ASU remembers
David Burge
Artist in Residence - 2002
April 1, 2013
David Burge, 83, passed away April 1, 2013. He was an American pianist, conductor and composer. As a performer, he was noted for championing contemporary pieces. Burge studied at the Eastman School of Music and the Cherubini Conservatory, Florence as a Fulbright scholar. While on the faculty at the University of Colorado in Boulder during the 1960s and 1970s, he founded and directed the Colorado Festival of Contemporary Music, and was also Musical Director and Conductor of the Boulder Philharmonic Orchestra. During that period, George Crumb collaborated with Burge while writing Makrokosmos, a series of four volumes of pieces for piano. The Nonesuch recording of Makrokosmos, Vol. I was nominated for a Grammy. After leaving the University of Colorado, he chaired the Piano Department at the Eastman School of Music for many years.
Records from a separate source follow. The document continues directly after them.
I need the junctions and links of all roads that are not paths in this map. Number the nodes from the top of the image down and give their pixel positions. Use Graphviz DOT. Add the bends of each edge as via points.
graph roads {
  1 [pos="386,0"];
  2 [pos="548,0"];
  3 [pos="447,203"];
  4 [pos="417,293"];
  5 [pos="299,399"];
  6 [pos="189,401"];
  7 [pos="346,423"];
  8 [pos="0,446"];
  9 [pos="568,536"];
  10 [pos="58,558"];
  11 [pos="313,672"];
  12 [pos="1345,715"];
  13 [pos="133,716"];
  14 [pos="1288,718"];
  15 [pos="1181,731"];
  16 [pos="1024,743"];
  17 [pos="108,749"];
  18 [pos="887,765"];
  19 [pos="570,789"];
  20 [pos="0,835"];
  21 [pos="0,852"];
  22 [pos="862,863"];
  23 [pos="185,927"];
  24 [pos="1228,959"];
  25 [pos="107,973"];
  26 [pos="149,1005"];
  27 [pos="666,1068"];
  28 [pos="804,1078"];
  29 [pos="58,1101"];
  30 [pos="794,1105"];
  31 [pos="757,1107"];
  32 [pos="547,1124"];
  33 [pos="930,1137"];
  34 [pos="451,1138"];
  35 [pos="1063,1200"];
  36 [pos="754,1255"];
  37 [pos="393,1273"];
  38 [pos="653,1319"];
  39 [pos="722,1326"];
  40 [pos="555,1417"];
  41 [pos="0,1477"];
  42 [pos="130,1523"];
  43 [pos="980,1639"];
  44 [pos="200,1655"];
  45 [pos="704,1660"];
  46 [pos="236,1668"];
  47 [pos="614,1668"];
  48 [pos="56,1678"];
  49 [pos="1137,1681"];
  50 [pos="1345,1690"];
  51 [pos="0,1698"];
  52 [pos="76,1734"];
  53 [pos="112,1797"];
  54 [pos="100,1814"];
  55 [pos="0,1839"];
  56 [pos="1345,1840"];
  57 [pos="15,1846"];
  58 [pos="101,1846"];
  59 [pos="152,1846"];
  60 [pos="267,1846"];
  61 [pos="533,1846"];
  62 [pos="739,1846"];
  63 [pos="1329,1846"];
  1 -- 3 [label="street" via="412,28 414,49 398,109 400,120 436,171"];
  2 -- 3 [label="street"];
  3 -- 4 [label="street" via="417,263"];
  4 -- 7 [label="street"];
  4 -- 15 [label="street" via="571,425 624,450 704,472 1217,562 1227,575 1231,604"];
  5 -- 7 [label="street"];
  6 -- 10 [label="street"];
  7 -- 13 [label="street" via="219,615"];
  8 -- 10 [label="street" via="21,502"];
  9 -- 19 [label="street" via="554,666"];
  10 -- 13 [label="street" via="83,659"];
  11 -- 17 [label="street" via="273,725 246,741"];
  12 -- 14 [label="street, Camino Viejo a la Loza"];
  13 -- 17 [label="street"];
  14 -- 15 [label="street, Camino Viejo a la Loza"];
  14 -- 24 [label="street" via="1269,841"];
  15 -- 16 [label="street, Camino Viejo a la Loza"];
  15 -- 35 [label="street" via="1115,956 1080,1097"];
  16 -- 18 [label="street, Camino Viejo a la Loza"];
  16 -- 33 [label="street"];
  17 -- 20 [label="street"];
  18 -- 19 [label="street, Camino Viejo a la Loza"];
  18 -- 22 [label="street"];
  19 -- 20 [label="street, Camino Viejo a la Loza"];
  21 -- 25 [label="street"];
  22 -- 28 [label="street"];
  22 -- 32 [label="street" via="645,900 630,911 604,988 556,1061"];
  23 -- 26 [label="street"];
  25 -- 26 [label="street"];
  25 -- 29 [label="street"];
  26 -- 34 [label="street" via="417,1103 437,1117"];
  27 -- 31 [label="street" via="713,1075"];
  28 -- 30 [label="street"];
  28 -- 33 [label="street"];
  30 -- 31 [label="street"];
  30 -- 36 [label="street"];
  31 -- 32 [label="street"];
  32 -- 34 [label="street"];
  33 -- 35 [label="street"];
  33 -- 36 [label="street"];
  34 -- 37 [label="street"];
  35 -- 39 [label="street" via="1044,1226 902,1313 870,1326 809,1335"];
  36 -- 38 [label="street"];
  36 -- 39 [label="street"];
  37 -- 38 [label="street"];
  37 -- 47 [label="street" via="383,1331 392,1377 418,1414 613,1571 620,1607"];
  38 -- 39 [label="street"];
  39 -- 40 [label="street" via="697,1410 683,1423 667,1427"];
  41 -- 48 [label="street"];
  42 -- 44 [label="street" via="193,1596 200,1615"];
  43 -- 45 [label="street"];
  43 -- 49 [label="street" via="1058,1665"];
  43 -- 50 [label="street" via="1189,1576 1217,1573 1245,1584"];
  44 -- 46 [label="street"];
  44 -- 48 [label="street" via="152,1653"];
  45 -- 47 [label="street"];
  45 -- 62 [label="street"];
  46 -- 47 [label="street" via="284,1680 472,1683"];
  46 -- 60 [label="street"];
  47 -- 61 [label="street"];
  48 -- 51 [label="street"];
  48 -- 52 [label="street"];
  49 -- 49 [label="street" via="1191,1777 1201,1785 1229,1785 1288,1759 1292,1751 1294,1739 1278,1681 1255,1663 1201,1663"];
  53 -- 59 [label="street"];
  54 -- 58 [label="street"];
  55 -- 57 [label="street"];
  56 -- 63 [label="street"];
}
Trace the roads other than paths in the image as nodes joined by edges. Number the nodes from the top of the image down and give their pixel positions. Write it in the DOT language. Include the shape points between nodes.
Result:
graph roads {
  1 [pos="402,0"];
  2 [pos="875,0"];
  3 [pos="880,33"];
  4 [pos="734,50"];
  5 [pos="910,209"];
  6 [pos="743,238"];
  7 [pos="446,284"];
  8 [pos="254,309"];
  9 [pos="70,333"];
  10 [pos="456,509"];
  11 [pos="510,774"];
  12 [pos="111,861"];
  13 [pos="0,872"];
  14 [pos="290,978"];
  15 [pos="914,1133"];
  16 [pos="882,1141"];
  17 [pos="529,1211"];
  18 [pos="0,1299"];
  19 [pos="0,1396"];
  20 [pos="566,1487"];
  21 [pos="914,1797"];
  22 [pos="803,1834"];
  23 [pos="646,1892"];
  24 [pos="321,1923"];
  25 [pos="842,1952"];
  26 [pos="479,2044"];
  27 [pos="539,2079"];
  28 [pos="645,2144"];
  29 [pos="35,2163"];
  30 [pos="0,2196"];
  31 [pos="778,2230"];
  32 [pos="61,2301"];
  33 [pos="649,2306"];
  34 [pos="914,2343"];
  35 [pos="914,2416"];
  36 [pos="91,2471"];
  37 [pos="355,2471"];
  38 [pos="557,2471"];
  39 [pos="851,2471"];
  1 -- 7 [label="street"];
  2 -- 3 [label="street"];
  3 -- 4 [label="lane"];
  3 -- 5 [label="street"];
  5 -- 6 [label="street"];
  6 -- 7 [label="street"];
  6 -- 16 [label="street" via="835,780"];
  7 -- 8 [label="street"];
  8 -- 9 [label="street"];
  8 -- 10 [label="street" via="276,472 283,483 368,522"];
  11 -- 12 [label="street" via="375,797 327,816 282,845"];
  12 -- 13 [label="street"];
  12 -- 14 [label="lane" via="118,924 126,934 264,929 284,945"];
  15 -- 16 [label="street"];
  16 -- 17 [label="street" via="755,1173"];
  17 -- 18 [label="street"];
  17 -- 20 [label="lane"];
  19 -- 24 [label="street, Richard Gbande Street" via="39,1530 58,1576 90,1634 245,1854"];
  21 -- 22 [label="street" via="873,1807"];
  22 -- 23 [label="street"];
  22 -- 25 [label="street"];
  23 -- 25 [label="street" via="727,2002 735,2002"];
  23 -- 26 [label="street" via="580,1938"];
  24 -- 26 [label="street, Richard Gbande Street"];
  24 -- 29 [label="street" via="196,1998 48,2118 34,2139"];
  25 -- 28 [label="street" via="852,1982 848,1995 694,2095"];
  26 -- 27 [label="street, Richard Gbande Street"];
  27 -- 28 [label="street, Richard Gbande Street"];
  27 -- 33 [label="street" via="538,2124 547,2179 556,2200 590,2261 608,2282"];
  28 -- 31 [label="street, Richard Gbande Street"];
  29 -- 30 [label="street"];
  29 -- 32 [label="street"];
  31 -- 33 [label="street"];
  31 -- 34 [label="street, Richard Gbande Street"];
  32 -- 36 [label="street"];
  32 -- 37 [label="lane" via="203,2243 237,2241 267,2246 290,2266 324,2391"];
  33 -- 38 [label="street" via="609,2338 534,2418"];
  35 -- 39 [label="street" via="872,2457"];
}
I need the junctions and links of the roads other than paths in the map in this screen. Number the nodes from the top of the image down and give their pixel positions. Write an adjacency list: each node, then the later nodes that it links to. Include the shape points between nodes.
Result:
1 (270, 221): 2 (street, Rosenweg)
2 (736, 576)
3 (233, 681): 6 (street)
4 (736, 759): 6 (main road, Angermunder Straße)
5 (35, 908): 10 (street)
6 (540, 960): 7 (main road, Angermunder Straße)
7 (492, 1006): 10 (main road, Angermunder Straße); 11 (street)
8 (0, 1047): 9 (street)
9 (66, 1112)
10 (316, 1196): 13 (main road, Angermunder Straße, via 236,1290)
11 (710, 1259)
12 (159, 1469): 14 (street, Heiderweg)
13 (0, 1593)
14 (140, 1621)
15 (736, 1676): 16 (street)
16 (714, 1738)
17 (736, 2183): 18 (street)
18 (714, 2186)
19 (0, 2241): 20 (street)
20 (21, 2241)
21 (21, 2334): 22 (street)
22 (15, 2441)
Over his career, he gave more than 1,000 concerts in the United States, Europe, Asia, Australia and New Zealand, composed more than 100 works, authored the book Twentieth-Century Piano Music (Shirmer Books, 1990), wrote prize-winning columns for Keyboard Magazine, Clavier and The Piano Quarterly, and published the novel Vanishing (1999. )In early 2002, Burge and Crumb were appointed to a joint residency at ASU. He accepted visiting professorships not only at many universities and conservatories in the United States but also in Denmark, Turkey, New Zealand, Canada, Australia, Sweden, and Korea. In 1993, Burge moved to San Diego with his wife, Liliane Choney, and served as composer-in-residence for the San Diego Ballet. His ballet scores became increasingly well known outside the San Diego area, with over thirty performances in the United States and abroad.